Once sessions have been selected and agreed on, we email all applicants to inform them of the result of their application. We find it hard to inform speakers that their session hasn’t been successful; and always encourage people to apply the following year, or to apply to speak at local meet-ups.
For speakers that have been accepted but are still unsure about speaking (for whatever reason) we offer to jump on calls and make ourselves available to answer any questions. We know that talking on stage in front of a crowd of people is one of the scariest thing most of us will have to do in our professional lives. Some speakers may also have timing clashes, or childcare they need to arrange; being able to know all these situations in advance allows us to arrange the right support for our speakers and ensure everyone who has been invited is able to come along.
We then put together the schedule and review it with the entire team – and then publish it and celebrate with all our speakers and our community! 🙂
Once a speaker is accepted, they’ll be asked if they would like to participate in a mentorship programme where they are paired with our wonderful volunteer mentors. These people have spoken at WordCamps and conferences before, so they are able to provide advice, feedback and support.
We are flexible in how we offer mentorships but we try and provide priority support for first-time speakers; we love having new speakers at WordCamp London and feel strongly about encouraging first-time submissions. And we do still offer mentorships for people who are not first-time speakers too!
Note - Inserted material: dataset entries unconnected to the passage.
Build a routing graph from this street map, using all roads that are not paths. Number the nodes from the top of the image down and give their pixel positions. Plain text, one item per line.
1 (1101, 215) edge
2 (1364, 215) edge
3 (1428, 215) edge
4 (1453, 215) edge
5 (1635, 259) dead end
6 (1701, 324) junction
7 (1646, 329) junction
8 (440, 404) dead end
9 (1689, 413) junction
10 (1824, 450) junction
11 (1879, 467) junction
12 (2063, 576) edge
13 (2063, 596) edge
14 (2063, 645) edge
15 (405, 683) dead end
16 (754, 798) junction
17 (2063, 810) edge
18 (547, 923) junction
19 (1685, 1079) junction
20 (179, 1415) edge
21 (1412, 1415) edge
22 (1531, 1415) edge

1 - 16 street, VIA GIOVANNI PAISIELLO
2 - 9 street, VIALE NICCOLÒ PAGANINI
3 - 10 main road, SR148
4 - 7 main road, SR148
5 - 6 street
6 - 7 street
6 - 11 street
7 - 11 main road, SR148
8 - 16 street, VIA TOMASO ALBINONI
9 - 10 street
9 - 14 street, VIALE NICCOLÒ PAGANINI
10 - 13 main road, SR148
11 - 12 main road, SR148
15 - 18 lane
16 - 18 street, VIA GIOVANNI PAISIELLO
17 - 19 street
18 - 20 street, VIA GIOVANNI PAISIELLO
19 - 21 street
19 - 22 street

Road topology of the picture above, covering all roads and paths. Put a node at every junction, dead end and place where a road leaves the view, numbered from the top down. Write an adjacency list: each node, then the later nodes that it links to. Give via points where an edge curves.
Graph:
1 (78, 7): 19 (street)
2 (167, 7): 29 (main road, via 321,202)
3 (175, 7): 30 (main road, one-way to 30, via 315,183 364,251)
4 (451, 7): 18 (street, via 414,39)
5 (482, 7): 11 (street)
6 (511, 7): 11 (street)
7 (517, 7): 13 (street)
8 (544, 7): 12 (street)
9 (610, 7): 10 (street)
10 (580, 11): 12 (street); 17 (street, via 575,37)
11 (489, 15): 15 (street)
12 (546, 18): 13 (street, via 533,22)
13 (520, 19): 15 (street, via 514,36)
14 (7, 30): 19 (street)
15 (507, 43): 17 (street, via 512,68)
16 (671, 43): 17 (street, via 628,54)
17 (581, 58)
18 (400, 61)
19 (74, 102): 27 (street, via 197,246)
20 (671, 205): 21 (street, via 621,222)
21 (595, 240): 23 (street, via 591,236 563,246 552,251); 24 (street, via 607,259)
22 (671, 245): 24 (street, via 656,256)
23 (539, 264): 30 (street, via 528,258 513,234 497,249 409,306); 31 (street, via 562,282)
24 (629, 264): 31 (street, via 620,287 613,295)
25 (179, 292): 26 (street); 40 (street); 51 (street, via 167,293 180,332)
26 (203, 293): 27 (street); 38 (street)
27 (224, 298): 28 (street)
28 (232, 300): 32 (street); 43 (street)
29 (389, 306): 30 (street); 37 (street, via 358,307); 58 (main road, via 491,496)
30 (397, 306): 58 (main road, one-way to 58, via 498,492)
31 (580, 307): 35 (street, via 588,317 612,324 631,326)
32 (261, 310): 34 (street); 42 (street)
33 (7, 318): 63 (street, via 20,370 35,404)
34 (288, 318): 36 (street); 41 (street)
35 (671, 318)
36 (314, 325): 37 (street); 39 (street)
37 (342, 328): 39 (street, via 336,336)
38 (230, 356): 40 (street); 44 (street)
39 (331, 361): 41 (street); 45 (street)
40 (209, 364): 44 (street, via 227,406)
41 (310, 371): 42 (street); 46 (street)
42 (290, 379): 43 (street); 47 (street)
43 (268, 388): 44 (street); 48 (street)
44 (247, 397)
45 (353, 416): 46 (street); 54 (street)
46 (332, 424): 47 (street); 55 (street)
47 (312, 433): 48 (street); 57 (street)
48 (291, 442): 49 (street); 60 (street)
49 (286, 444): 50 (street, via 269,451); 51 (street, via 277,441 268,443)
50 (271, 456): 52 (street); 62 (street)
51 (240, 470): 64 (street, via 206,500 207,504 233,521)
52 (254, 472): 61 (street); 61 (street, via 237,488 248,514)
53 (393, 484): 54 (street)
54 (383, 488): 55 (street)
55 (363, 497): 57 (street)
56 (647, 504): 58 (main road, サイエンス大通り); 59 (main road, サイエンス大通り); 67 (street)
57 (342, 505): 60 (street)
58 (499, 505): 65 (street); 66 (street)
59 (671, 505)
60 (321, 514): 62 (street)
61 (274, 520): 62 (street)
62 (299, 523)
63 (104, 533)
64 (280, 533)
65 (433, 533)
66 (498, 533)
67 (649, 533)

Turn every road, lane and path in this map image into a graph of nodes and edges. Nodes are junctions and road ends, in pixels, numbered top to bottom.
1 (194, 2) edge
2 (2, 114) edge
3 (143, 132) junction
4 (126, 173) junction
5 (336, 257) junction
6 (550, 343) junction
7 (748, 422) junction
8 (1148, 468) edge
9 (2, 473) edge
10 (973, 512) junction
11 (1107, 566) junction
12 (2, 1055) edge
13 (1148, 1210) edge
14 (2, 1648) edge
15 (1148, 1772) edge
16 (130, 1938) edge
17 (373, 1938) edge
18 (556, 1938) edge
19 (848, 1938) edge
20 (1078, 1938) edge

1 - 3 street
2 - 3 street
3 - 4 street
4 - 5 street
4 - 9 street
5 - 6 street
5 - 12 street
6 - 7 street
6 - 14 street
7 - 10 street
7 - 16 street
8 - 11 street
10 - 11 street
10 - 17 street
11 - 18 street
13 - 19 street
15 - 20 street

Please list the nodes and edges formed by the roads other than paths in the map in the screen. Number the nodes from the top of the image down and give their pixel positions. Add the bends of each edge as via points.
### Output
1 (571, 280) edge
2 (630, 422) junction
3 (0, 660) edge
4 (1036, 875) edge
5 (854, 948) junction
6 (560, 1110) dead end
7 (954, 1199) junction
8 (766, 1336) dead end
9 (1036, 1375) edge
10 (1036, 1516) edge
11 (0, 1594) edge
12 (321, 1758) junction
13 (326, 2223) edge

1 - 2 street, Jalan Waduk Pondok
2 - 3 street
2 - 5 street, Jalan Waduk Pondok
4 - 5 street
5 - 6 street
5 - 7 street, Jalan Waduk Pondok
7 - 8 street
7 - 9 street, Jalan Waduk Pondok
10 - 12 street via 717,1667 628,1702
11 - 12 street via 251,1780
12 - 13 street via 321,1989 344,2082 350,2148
All our mentors are volunteers and receive a complimentary ticket to attend the conference and be there on the day to provide moral support.
Speakers Info Pack
Our Speakers team also put together a Speakers Info Pack with all the information we feel our speakers will need before and during the event. Take a look at our 2016 Speakers Info Pack here.
Virtual Green Room
We have a channel in our representative country WordPress Slack team where all speakers are invited to ask questions, speak to each other and have a direct line to the organising team.
Viewing the Venue and Stage
WordCamp London runs a Contributor Day the day before the main conference. We invite all speakers to come and see the venue and stages at times when the university schedule allows. We also try and give speakers the time to check their slides on the screens and familiarise themselves with the projector quality and setup.
The evening before the conference (on Contributor Day) we also host a Volunteers Dinner where we invite all our organisers, MCs, mentors, speakers, and volunteer cavalry to get together and have a great evening getting to know each other and kicking-off the event. This is also a great opportunity for speakers to meet their MCs, room monitors, time keepers and microphone runners and say hello before going on stage.
We meet speakers on the day of their session at reception and invite them to use the Green Room to store bags, relax and prepare for their presentation. This gives speakers space and calm to collect their thoughts and get ready to go on stage.
Going on Stage
We schedule enough time between sessions to ensure the Audio Visual team can setup speakers with microphones, and set up their slides. We encourage all speakers to arrive at their stages in good time to ensure they are not rushing. 🙂
Room monitors, time keepers and microphone runners will usher people to their seats, ensure doors are managed, provide countdown times for speakers and help during the question and answer section. All speakers need to do is relax and deliver their presentation.
At WordCamp London we try and make everything as painless as possible in order to ensure everyone can speak, attend, sponsor, volunteer and organise. We believe that by being open with our aims, expectations and processes, we can help create an event that is inclusive and accessible for everyone.